O grupo responde a cinco crimes: tentativa de golpe de Estado, abolição violenta do Estado democrático de direito, organização criminosa, dano qualificado pela violência e grave ameaça e deterioração de patrimônio tombado.
Também são réus os ex-ministros Braga Netto, Paulo Sérgio Nogueira, Anderson Torres e Augusto Heleno; o ex-comandante da Marinha Almir Garnier; o tenente-coronel Mauro Cid, ex-ajudante de ordens da Presidência; e o deputado federal Alexandre Ramagem (PL-RJ).

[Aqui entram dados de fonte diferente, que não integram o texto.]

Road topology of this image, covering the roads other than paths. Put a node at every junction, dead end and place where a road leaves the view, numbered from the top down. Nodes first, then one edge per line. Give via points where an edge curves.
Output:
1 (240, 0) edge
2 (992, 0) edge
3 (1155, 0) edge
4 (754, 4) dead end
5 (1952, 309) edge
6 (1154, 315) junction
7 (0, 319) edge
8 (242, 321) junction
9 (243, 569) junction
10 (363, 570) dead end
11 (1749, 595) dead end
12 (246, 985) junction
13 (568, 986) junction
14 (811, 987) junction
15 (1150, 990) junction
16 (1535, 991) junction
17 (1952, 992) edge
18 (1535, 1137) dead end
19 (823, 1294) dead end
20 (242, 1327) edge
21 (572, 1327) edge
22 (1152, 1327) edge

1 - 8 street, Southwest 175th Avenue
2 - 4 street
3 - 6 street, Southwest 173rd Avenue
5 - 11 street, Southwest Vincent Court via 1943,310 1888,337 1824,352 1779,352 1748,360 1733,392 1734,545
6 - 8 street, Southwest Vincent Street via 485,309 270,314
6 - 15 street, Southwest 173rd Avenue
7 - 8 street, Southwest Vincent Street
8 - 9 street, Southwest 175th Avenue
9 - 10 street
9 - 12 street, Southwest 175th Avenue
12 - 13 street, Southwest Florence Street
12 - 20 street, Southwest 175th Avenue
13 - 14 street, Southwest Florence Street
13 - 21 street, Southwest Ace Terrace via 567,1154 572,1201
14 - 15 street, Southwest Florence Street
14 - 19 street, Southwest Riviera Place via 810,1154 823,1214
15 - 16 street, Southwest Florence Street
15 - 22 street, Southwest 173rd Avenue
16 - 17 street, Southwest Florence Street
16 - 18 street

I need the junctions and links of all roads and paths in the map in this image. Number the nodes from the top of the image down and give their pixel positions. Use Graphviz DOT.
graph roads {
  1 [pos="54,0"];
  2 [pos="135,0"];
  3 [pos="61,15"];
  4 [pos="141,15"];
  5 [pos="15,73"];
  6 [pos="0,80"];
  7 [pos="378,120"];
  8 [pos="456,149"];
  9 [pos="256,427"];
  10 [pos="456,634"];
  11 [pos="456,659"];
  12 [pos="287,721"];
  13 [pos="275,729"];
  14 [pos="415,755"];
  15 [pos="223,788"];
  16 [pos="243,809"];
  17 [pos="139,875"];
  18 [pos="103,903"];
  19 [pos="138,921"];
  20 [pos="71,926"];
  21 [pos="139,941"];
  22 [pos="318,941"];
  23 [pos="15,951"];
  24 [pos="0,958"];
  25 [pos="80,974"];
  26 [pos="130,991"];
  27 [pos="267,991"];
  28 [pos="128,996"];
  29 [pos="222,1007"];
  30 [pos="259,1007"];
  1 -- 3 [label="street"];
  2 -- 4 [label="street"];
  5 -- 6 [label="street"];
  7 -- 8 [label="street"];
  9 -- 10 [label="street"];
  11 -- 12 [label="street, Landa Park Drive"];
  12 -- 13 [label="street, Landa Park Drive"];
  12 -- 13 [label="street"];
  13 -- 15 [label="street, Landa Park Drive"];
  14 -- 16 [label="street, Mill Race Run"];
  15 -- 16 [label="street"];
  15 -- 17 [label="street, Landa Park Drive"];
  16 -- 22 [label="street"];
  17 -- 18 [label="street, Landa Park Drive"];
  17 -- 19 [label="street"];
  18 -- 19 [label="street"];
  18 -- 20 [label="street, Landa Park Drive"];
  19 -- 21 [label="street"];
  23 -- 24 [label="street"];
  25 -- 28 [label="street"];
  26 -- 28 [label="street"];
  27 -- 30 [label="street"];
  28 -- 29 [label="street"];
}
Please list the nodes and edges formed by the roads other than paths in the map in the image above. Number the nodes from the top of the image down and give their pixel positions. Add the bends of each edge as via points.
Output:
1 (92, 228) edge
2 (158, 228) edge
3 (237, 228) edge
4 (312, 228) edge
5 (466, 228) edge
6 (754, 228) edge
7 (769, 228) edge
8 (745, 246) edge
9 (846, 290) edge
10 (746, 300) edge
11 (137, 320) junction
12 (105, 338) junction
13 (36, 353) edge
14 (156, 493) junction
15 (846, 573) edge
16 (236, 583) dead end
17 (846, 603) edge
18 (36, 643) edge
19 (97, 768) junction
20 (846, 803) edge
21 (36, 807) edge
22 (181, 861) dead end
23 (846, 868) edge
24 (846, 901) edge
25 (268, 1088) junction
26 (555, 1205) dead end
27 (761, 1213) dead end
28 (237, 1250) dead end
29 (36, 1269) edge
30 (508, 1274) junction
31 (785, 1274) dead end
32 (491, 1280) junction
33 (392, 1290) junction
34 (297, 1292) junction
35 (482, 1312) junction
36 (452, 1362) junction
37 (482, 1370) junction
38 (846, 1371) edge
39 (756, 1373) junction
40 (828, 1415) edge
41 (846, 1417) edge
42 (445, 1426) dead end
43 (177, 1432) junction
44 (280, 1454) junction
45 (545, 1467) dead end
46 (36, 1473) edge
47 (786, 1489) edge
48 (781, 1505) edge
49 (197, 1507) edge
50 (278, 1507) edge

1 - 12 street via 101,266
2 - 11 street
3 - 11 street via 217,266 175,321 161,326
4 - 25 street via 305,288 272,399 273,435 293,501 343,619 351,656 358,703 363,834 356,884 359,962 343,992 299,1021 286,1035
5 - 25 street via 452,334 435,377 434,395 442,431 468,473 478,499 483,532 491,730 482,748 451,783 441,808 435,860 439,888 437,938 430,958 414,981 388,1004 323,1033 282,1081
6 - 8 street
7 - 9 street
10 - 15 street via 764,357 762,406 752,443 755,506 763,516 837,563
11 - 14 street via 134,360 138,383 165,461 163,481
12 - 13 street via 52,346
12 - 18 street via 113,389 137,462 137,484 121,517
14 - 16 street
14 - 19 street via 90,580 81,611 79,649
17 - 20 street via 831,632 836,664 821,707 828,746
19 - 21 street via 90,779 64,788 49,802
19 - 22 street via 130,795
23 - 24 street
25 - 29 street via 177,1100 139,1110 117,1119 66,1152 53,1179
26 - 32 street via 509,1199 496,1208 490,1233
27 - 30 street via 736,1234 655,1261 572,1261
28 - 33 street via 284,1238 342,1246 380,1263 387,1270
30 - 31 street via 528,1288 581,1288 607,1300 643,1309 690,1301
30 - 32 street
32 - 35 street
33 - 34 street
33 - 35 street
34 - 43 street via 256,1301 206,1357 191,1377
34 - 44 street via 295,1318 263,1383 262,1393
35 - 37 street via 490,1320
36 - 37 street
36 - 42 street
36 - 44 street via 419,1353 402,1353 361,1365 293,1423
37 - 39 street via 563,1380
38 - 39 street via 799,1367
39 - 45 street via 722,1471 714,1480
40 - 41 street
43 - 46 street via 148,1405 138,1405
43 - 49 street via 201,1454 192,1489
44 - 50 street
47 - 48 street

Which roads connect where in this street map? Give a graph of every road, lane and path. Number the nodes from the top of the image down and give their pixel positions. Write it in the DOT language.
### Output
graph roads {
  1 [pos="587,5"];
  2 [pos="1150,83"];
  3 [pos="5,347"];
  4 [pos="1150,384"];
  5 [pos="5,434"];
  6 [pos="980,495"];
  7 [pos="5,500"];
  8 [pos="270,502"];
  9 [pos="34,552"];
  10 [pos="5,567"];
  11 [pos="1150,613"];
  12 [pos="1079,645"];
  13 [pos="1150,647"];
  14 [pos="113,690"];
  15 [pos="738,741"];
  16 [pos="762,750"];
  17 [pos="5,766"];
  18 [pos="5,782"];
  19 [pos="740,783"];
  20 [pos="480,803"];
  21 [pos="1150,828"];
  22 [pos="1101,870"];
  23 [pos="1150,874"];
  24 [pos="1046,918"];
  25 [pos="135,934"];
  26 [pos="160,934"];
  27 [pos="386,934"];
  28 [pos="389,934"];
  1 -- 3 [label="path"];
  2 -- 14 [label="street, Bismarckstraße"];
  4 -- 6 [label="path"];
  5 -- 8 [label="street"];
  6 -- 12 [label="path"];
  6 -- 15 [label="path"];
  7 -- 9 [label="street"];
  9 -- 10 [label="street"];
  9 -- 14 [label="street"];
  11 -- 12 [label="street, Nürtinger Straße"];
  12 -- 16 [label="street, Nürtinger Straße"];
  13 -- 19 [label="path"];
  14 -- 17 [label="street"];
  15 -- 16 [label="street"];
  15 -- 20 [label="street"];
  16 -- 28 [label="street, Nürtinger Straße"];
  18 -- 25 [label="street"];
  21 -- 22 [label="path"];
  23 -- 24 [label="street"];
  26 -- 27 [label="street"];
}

O parlamentar teve o processo quanto às acusações de dano ao patrimônio e deterioração de bens tombados suspenso até o fim do mandato por decisão da Câmara, prerrogativa que a Constituição dá ao Congresso nos casos de crimes cometidos após a diplomação dos parlamentares.
Próximas sessões
A sessão de hoje é a penúltima prevista para o julgamento na Primeira Turma. Além de Cármen Lúcia, ainda falta o voto de Cristiano Zanin, presidente do colegiado e, em caso de condenação dos réus, a discussão sobre a dosimetria das penas.